The reason I suggest it this way is because I know that package authors can provide all of this although ideally better tooling would help them to do so. It is not clear to me whether you think that the fields you proposed would be more useful to anyone or if it is just an attempt to spell out some possible license combinations that seem well defined.

I’m not sure what license of all distributions means. Do you mean the intersection so e.g. if the sdist is “A and B” and the wheel is “A and C” then here you would have “A”? Or do you mean the union like “A and B and C”?

Is distribution different from license above?

Again I am not sure if this means intersection or union but I am also not sure what wheels you are referring to:

  • Is this the wheels that the project uploads to PyPI specifically?
  • Does it apply to wheels in other indexes that are possibly built by other people?
  • Does it refer to the wheel that you would get if you built a wheel yourself from the sdist?

Firstly, note that the license can be different in each of these three situations. Secondly,
I think that as project authors we can only tell you precisely the license of the wheels that we build ourselves and upload to PyPI and we have already given that information in the form of the License-Expression field in each of the wheels.
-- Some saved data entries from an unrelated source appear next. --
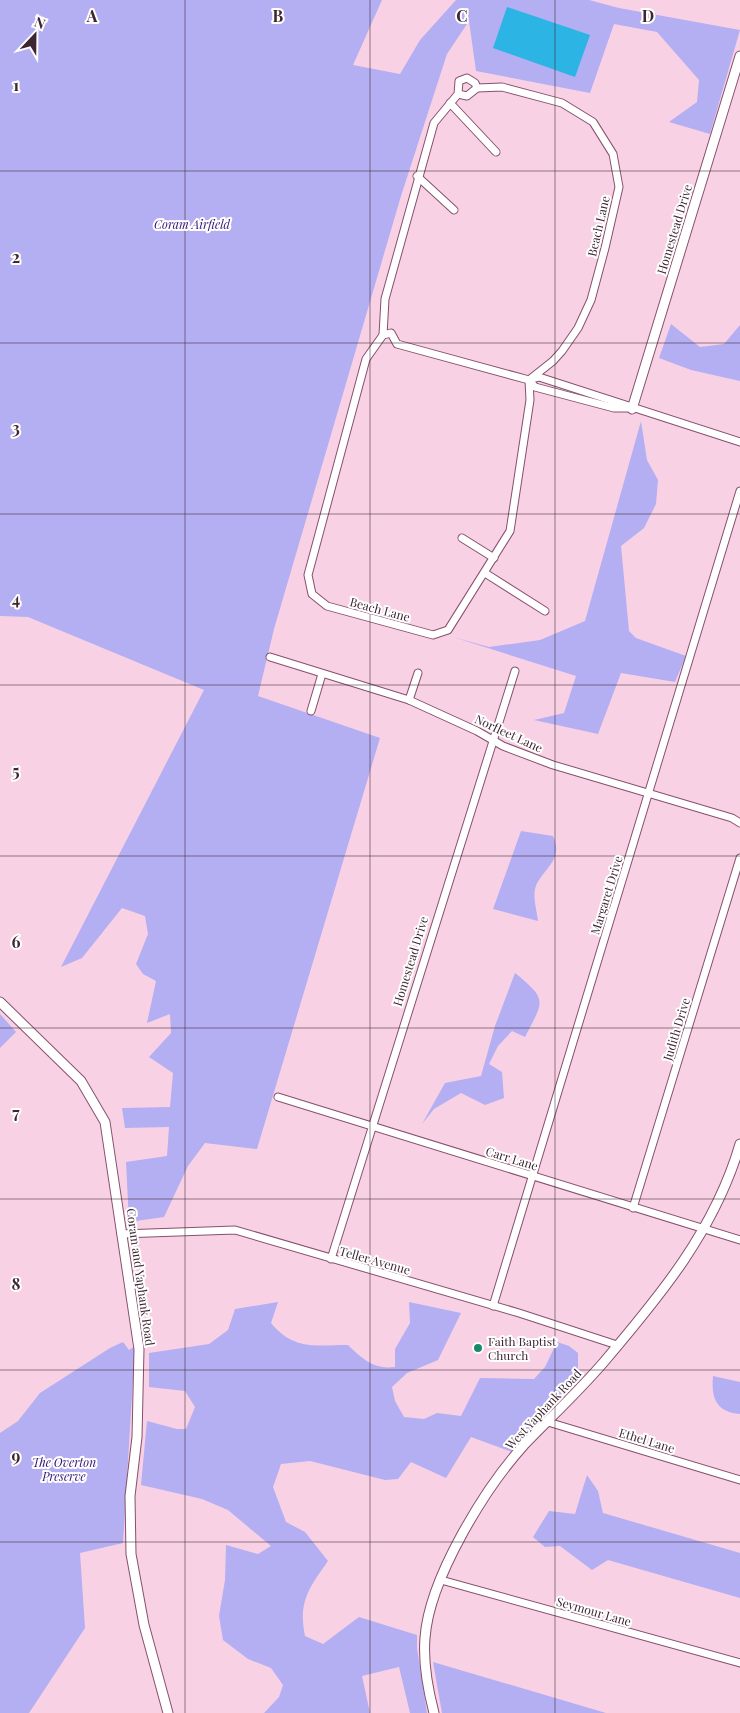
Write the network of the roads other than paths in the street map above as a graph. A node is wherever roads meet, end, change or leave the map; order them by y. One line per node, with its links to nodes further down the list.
1 (740, 56): 10 (street, Homestead Drive)
2 (477, 88): 3 (street, Beach Lane); 3 (street, Beach Lane); 9 (street, Beach Lane)
3 (458, 94): 4 (street, Beach Lane)
4 (450, 103): 5 (street); 6 (street, Beach Lane)
5 (496, 152)
6 (417, 176): 7 (street); 8 (street, Beach Lane)
7 (454, 210)
8 (383, 335): 9 (street); 15 (street, Beach Lane)
9 (529, 380): 10 (street); 14 (street, Beach Lane)
10 (632, 409): 11 (street)
11 (740, 442)
12 (740, 491): 24 (street, Margaret Drive)
13 (462, 538): 14 (street)
14 (494, 558): 15 (street, Beach Lane)
15 (485, 573): 16 (street)
16 (545, 611)
17 (270, 658): 20 (street, Norfleet Lane)
18 (515, 671): 23 (street, Homestead Drive)
19 (418, 673): 21 (street)
20 (322, 674): 21 (street, Norfleet Lane); 22 (street)
21 (409, 700): 23 (street, Norfleet Lane)
22 (311, 711)
23 (491, 740): 24 (street, Norfleet Lane); 29 (street, Homestead Drive)
24 (649, 793): 25 (street, Norfleet Lane); 31 (street, Margaret Drive)
25 (740, 822)
26 (740, 858): 32 (street, Judith Drive)
27 (0, 1002): 34 (street, Coram and Yaphank Road)
28 (278, 1097): 29 (street, Carr Lane)
29 (372, 1127): 31 (street, Carr Lane); 36 (street, Homestead Drive)
30 (740, 1144): 33 (street, West Yaphank Road)
31 (532, 1175): 32 (street, Carr Lane); 37 (street, Margaret Drive)
32 (633, 1208): 33 (street, Carr Lane)
33 (705, 1229): 35 (street, Carr Lane); 38 (street, West Yaphank Road)
34 (121, 1234): 36 (street, Teller Avenue); 43 (street, Coram and Yaphank Road)
35 (740, 1240)
36 (331, 1259): 37 (street, Teller Avenue)
37 (494, 1306): 38 (street, Teller Avenue)
38 (617, 1345): 39 (street, West Yaphank Road)
39 (548, 1422): 40 (street, Ethel Lane); 41 (street, West Yaphank Road)
40 (740, 1480)
41 (441, 1580): 42 (street, Seymour Lane); 44 (street, West Yaphank Road)
42 (740, 1663)
43 (168, 1713)
44 (434, 1713)

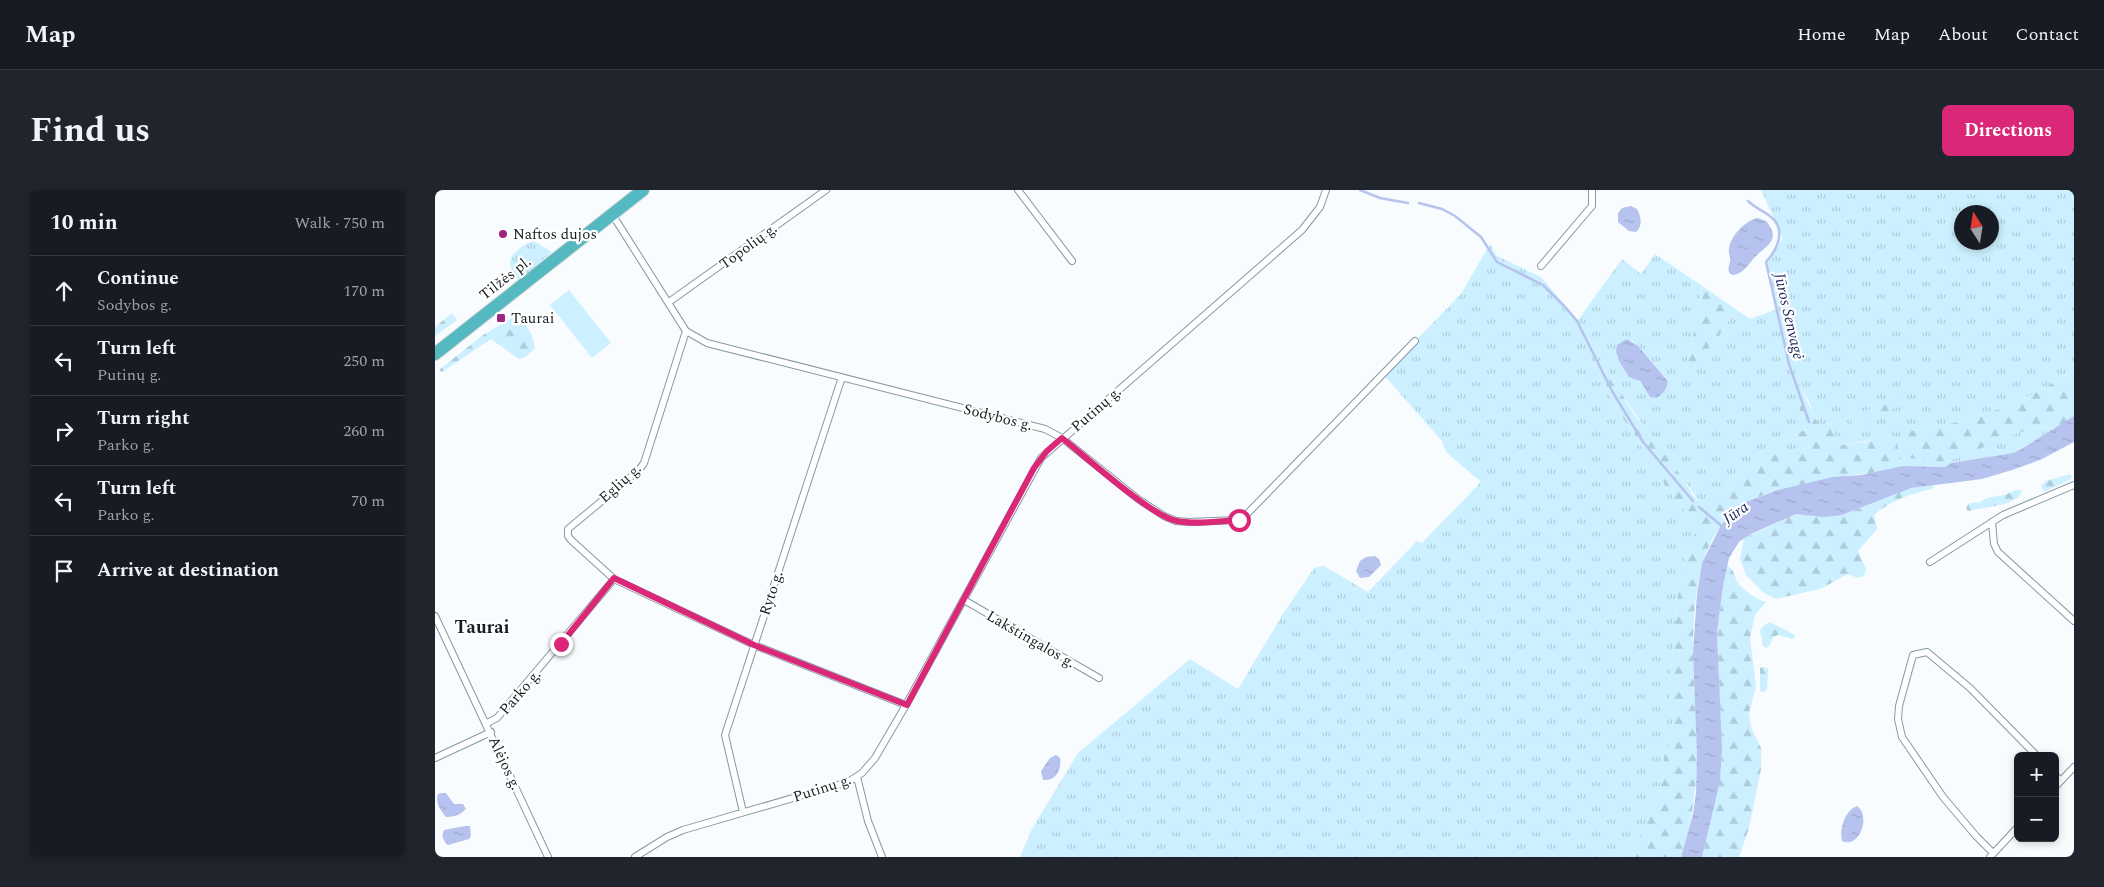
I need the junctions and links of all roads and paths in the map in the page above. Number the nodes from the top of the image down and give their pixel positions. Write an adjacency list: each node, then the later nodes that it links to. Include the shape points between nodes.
1 (643, 190): 6 (highway, Tilžės pl.)
2 (826, 190): 9 (street, Topolių g.)
3 (1017, 190): 7 (street)
4 (1326, 190): 14 (street, Putinų g., via 1320,207 1302,230)
5 (1591, 190): 8 (street, via 1593,206)
6 (612, 214): 9 (street); 12 (highway, Tilžės pl.)
7 (1072, 261)
8 (1541, 266)
9 (669, 302): 10 (street)
10 (686, 331): 13 (street, Sodybos g., via 707,343); 18 (street, Eglių g., via 644,463 568,529 571,540)
11 (1415, 341): 14 (street, Sodybos g., via 1239,520 1189,522 1164,516)
12 (435, 354)
13 (842, 377): 14 (street, Sodybos g., via 1045,429); 22 (street, Ryto g.)
14 (1062, 438): 19 (street, Putinų g., via 1034,468)
15 (2074, 485): 16 (street)
16 (1992, 522): 17 (street); 21 (street, via 1993,544 1998,552)
17 (1931, 562)
18 (614, 578): 22 (street); 25 (street, Parko g., via 504,711)
19 (964, 600): 23 (street, Lakštingalos g.); 24 (street, Putinų g.)
20 (435, 616): 25 (street, Alėjos g.)
21 (2074, 621)
22 (754, 645): 24 (street); 35 (street, Ryto g., via 725,735)
23 (1099, 678)
24 (907, 705): 31 (street, Putinų g., via 872,762)
25 (487, 724): 26 (street, Alėjos g.)
26 (491, 732): 28 (street); 38 (street, Alėjos g.)
27 (2033, 752): 37 (street, via 1970,688 1927,652 1913,655 1899,706 1902,737 1943,797)
28 (435, 758)
29 (2074, 767): 32 (street)
30 (2059, 776): 32 (street)
31 (857, 777): 35 (street, Putinų g.); 40 (street, via 868,821)
32 (2063, 778): 33 (street); 34 (street)
33 (2074, 779)
34 (2059, 782)
35 (743, 812): 39 (street, Putinų g., via 667,837)
36 (2014, 831): 37 (street)
37 (1991, 855)
38 (548, 857)
39 (635, 857)
40 (882, 857)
Here are examples of why we can’t tell you the license of the other wheels:

Other people can build the wheels differently and bundle different things for example Christoph Gohlke provides NumPy wheels that use Intel’s MKL BLAS library which has a different license from the openblas library that is shipped in NumPy’s PyPI wheels. So there can exist wheels with other licenses that the project has no control over.

If you build the wheel yourself then the build may use your C compiler and other things that package authors don’t really control and the compiled code may e.g. statically link against libraries that are in your system that we don’t necessarily know the license of. In general I don’t think that the build backend or the package authors can say exactly what the license would be for a wheel that is built in an environment that we have no control over.

It is not the case any more but as an example (I’m sure @steve.dower will correct me) I think Microsoft used to provide a free version of MSVC with the stipulation that you can use it for development but you may not redistribute the binaries it outputs. The build backend has no way to know whether your C compiler has restrictions like this so only you can say what the license is for the wheel you built.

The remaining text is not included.